### Records shown

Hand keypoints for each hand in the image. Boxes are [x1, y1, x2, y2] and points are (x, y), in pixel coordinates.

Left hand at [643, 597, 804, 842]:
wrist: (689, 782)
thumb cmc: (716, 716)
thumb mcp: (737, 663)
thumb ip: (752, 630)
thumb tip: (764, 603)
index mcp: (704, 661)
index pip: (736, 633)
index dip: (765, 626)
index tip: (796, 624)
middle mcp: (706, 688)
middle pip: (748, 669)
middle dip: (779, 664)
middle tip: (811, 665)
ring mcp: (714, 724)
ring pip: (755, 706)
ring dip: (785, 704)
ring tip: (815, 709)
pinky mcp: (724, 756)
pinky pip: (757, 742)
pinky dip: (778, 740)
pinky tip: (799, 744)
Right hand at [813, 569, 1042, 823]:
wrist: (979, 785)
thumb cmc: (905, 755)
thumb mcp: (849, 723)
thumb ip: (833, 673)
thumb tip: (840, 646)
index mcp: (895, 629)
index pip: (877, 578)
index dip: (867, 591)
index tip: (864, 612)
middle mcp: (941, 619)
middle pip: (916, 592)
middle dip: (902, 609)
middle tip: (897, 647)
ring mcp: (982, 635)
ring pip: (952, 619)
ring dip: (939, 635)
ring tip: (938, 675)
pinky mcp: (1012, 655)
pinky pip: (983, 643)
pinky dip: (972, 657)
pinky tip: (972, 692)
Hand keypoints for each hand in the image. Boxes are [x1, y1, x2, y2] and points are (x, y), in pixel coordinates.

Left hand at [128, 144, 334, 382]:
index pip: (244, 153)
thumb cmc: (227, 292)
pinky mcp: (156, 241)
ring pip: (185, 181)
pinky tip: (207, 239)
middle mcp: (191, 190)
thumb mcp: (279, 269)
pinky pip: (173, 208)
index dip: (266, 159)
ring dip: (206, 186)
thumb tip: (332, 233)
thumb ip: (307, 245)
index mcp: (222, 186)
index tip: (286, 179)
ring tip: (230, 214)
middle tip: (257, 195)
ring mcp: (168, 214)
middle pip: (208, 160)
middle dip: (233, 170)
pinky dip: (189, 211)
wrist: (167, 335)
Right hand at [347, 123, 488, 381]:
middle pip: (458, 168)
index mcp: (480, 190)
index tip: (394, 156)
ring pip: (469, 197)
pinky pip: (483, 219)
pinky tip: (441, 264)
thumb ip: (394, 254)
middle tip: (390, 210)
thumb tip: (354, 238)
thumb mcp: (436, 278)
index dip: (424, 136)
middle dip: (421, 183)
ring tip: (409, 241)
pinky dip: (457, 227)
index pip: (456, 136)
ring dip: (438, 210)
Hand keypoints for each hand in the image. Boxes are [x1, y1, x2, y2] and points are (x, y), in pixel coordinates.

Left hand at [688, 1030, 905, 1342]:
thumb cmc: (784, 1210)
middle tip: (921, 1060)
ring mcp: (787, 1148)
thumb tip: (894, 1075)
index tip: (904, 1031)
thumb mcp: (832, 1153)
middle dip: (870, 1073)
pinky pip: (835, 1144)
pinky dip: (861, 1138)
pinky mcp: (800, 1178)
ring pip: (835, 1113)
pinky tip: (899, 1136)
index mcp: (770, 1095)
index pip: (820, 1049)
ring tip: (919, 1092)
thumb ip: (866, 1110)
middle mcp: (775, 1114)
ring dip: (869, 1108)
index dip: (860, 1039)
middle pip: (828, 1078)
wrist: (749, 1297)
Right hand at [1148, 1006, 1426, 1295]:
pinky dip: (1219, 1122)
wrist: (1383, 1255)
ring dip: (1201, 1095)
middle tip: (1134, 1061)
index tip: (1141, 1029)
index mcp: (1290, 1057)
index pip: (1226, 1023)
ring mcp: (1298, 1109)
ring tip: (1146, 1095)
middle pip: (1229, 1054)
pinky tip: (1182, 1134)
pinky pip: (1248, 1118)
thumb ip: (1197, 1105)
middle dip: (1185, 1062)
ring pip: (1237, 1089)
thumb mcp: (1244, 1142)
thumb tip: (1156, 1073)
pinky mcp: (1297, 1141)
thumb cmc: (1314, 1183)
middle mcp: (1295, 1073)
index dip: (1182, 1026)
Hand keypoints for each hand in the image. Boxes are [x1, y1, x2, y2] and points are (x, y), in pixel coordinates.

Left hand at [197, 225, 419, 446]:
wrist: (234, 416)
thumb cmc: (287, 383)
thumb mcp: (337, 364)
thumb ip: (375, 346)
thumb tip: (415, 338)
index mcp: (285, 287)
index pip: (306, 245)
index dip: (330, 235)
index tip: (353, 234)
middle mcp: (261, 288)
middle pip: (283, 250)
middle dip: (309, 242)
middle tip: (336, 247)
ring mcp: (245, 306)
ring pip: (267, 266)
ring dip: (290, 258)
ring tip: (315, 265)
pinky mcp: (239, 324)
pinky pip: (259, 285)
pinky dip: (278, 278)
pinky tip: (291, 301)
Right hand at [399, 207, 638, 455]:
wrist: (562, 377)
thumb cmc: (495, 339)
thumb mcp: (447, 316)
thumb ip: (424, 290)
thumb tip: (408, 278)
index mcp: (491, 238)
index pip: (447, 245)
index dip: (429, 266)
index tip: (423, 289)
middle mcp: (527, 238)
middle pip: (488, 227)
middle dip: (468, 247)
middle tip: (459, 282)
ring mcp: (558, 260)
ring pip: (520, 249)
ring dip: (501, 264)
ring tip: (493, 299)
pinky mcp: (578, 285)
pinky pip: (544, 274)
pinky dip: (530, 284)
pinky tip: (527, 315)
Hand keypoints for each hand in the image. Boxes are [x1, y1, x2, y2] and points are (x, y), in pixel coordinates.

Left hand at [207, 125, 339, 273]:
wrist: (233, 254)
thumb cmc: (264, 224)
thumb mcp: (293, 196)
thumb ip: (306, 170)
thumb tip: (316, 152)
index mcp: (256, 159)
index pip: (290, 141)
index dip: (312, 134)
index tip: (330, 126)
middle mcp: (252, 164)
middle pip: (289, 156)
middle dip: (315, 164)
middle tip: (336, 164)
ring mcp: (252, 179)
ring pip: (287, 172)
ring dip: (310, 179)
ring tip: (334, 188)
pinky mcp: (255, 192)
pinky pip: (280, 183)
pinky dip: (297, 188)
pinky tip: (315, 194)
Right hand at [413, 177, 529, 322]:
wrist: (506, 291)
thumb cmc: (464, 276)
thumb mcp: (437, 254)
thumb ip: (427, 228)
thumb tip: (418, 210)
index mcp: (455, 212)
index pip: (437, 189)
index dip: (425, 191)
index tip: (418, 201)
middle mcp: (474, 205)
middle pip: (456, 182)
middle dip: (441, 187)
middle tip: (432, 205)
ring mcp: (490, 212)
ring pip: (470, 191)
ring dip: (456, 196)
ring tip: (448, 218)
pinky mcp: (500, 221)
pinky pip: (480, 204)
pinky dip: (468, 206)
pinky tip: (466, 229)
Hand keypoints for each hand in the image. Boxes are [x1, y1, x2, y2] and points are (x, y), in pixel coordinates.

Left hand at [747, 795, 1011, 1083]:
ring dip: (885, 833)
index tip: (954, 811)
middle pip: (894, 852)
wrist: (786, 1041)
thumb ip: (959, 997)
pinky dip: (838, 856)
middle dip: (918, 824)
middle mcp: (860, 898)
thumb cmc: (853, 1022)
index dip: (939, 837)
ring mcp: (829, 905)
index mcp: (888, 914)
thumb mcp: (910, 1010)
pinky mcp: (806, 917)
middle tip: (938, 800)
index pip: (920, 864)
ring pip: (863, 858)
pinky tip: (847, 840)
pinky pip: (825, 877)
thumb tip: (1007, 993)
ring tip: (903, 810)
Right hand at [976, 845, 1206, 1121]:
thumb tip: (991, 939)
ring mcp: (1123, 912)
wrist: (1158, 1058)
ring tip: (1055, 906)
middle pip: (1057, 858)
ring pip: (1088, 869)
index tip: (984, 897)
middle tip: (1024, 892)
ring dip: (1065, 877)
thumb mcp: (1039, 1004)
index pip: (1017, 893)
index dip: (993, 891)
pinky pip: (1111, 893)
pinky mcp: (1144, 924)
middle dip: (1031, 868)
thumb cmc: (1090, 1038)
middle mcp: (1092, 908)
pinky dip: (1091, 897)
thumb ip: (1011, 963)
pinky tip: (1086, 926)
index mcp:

### Instructions for the task
Write out only the lines that run from the line containing "ring mcp: (558, 260)" through the line containing "thumb tip: (991, 939)", both included, exactly as they appear above.

### Solution
ring mcp: (558, 260)
ring pip: (520, 249)
ring dip: (501, 264)
ring tip: (493, 299)
pinky mcp: (578, 285)
pinky pip: (544, 274)
pinky dip: (530, 284)
pinky tip: (527, 315)
Hand keypoints for each hand in the image. Boxes are [x1, y1, x2, y2] and points are (x, y), in pixel coordinates.

Left hand at [207, 125, 339, 273]:
wrist: (233, 254)
thumb cmc: (264, 224)
thumb mcp: (293, 196)
thumb ip: (306, 170)
thumb tip: (316, 152)
index mcp: (256, 159)
index pip: (290, 141)
index dip: (312, 134)
index tip: (330, 126)
middle mcp: (252, 164)
middle pip: (289, 156)
middle dip: (315, 164)
middle tip: (336, 164)
ring mcp: (252, 179)
ring pip: (287, 172)
ring dip: (310, 179)
ring tip: (334, 188)
pinky mcp: (255, 192)
pinky pip: (280, 183)
pinky dip: (297, 188)
pinky tip: (315, 194)
Right hand at [413, 177, 529, 322]:
wrist: (506, 291)
thumb cmc: (464, 276)
thumb mcp: (437, 254)
thumb ip: (427, 228)
thumb tip: (418, 210)
index mcp: (455, 212)
index pip: (437, 189)
index dip: (425, 191)
index tip: (418, 201)
middle mcp: (474, 205)
middle pip: (456, 182)
middle dip: (441, 187)
middle tip: (432, 205)
ring mcp: (490, 212)
ring pip: (470, 191)
ring dip: (456, 196)
ring tip: (448, 218)
pinky mcp: (500, 221)
pinky pip: (480, 204)
pinky dip: (468, 206)
pinky tip: (466, 229)
Hand keypoints for each hand in the image. Boxes are [x1, y1, x2, y2] and points are (x, y), in pixel coordinates.

Left hand at [747, 795, 1011, 1083]:
ring dip: (885, 833)
index tip: (954, 811)
middle pip: (894, 852)
wrist: (786, 1041)
thumb ip: (959, 997)
pinky dip: (838, 856)
middle dip: (918, 824)
middle mcp: (860, 898)
thumb cmc: (853, 1022)
index dip: (939, 837)
ring mcp: (829, 905)
index mcp: (888, 914)
thumb mcp: (910, 1010)
pinky mcp: (806, 917)
middle tip: (938, 800)
index pip: (920, 864)
ring pip: (863, 858)
pinky tip: (847, 840)
pinky pip: (825, 877)
thumb tip: (1007, 993)
ring tip: (903, 810)
Right hand at [976, 845, 1206, 1121]:
thumb tip: (991, 939)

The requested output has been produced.